Find numpy array with don't cares in a numpy array

Here's my solution

• Extract the sub-array of A without the dont-care cols
• Use np.where to match the rows from A to B
• Use np.all to get indices that match perfectly along the rows, axis=1
• You could use the match_indices to re-index into a.

# If we have the following:
b = np.array([0,0,-1,-1])

# We can extract the columns that are filtered on from b:
wildcard = -1
filter_cols = [i for i, val in enumerate(b) if val != wildcard]

b_sub = b[filter_cols]
a_sub = a[:, filter_cols]

# Now we can filter on a_sub to get the indices that match
matches = np.where(a_sub == b_sub, True, False)
match_indices = np.all(matches, axis=1)

match_indices should have the answer you need!
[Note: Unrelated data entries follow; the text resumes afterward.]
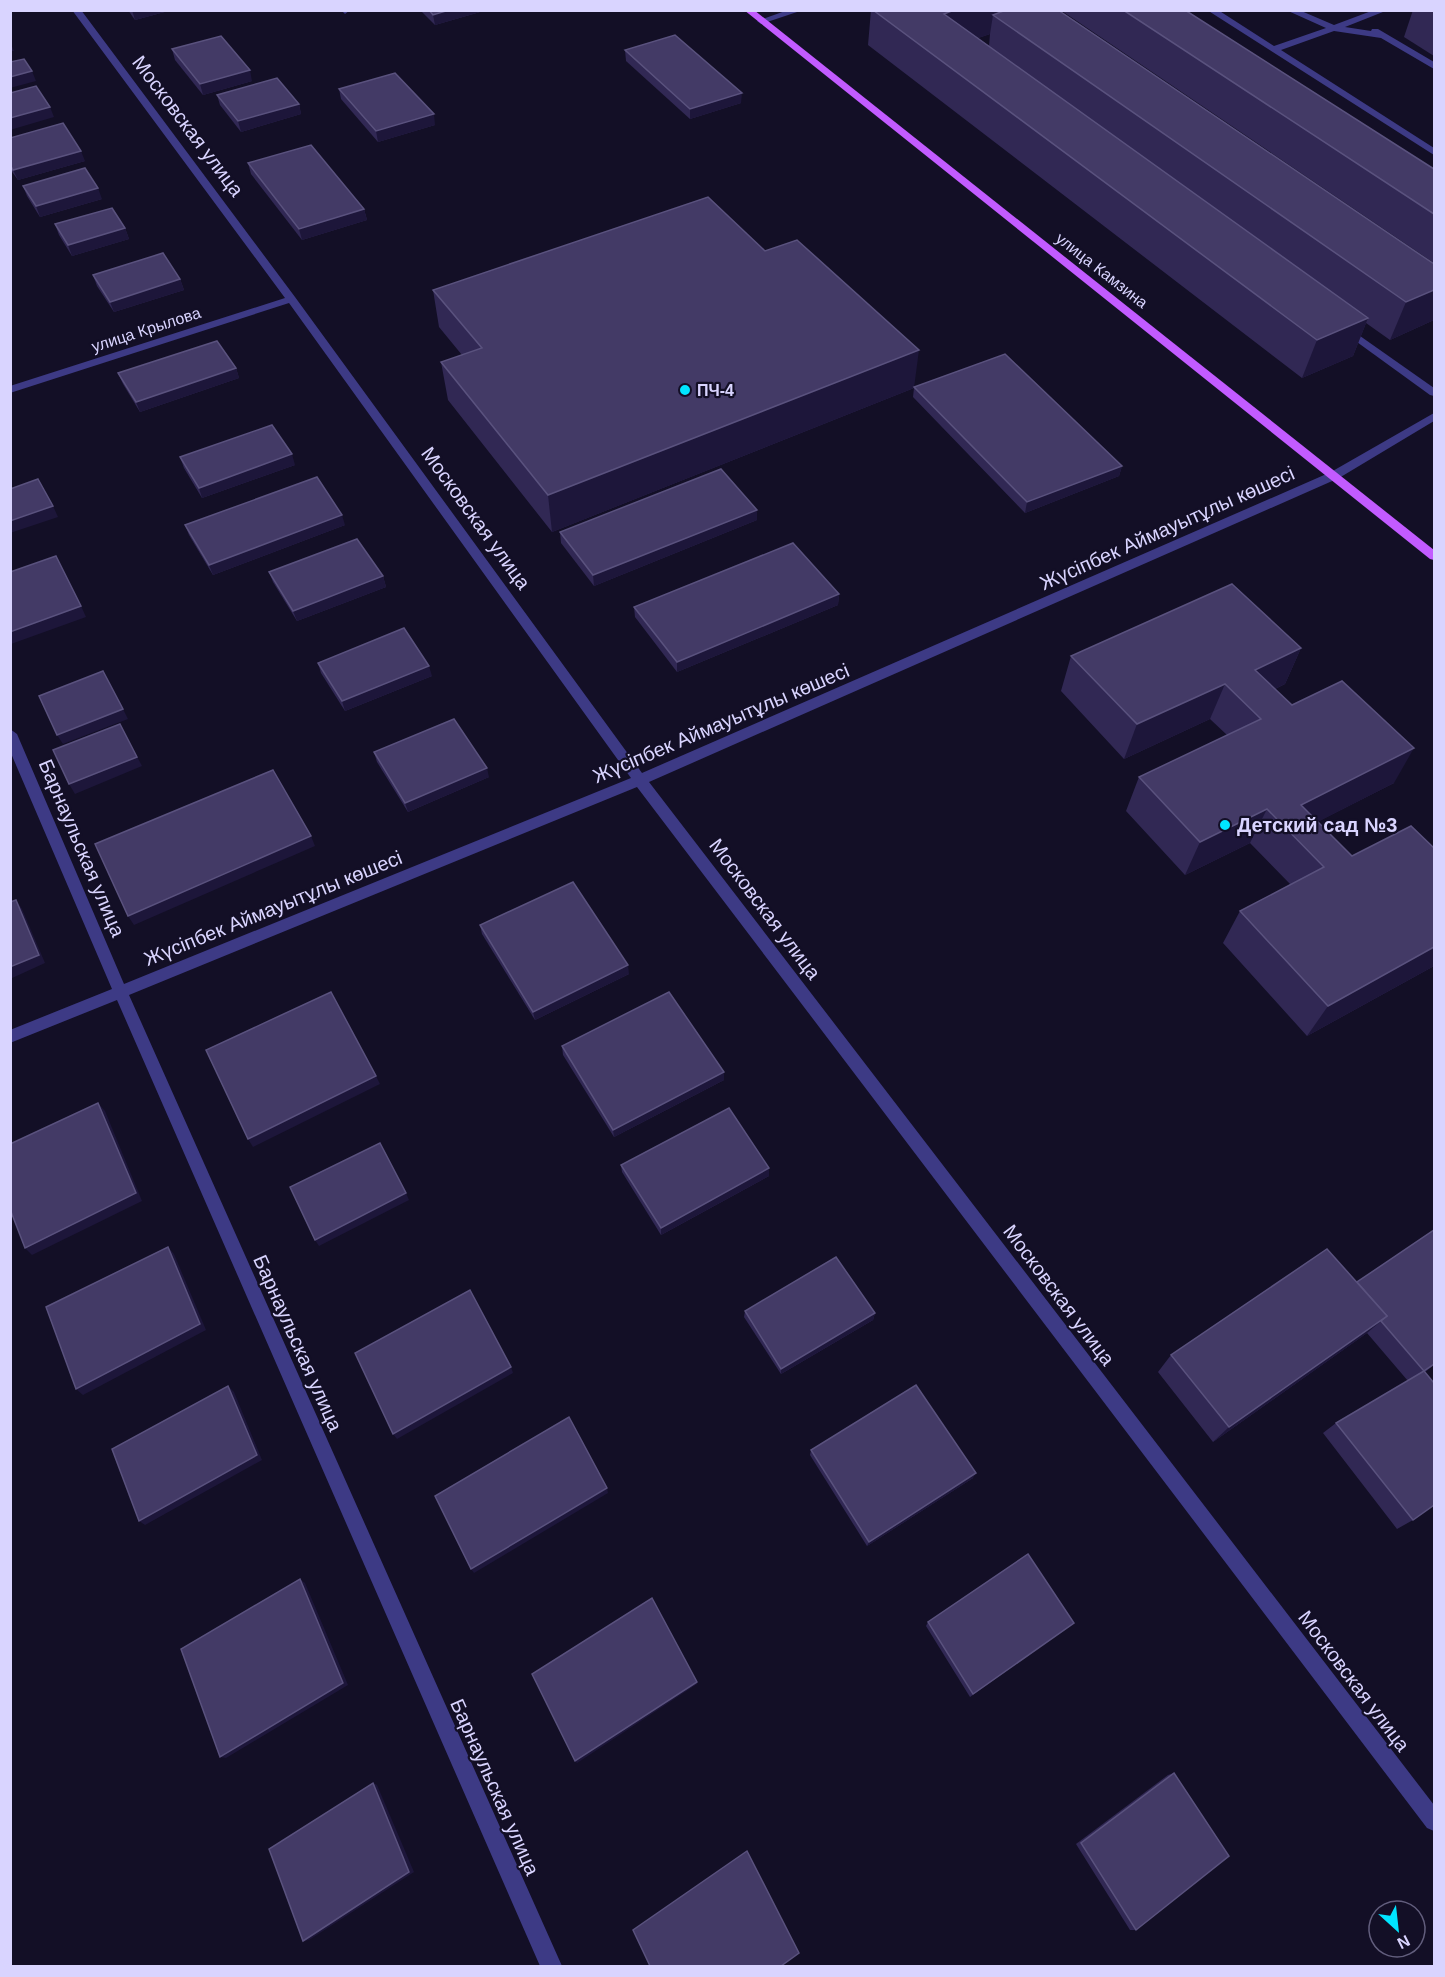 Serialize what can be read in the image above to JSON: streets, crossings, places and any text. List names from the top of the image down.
{
  "streets": {
    "main road": ["улица Камзина"],
    "street": [
      "Московская улица",
      "улица Крылова",
      "Жүсіпбек Аймауытұлы көшесі",
      "Барнаульская улица"
    ]
  },
  "crossings": [
    ["Московская улица", "улица Крылова"],
    ["Московская улица", "Жүсіпбек Аймауытұлы көшесі"],
    ["улица Камзина", "Жүсіпбек Аймауытұлы көшесі"],
    ["Жүсіпбек Аймауытұлы көшесі", "Барнаульская улица"]
  ],
  "places": ["ПЧ-4", "Детский сад №3"],
  "north": "bottom right"
}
I had a much more brute force answer. The where/all thing is better.

import numpy as np

a = np.array(
    [
        [1,2,0,0],
        [0,1,2,0],
        [0,0,1,2],
        [2,0,0,1],
        [3,4,0,0],
        [0,3,4,0],
        [0,0,3,4],
        [4,0,0,3]
    ]
    , dtype=np.int8
)

def fuzzyfind( haystack, needle ):
    c = np.ones( haystack.shape[0] ) == 1
    for i,v in enumerate(needle):
        if v >= 0:
            c = c & (a[:,i] == v)
    return np.argwhere(c)

print( fuzzyfind( a, [0, 0, -1, -1] ))
print( fuzzyfind( a, [0, 3, 4, -1] ))
print( fuzzyfind( a, [2, -1, 0, 1] ))
print( fuzzyfind( a, [2, -1, -1, -1] ))

Output:

[[2]
 [6]]
[[5]]
[[3]]
[[3]]

You can try the following:

np.nonzero(np.all((a == b) | (b == -1), axis=1))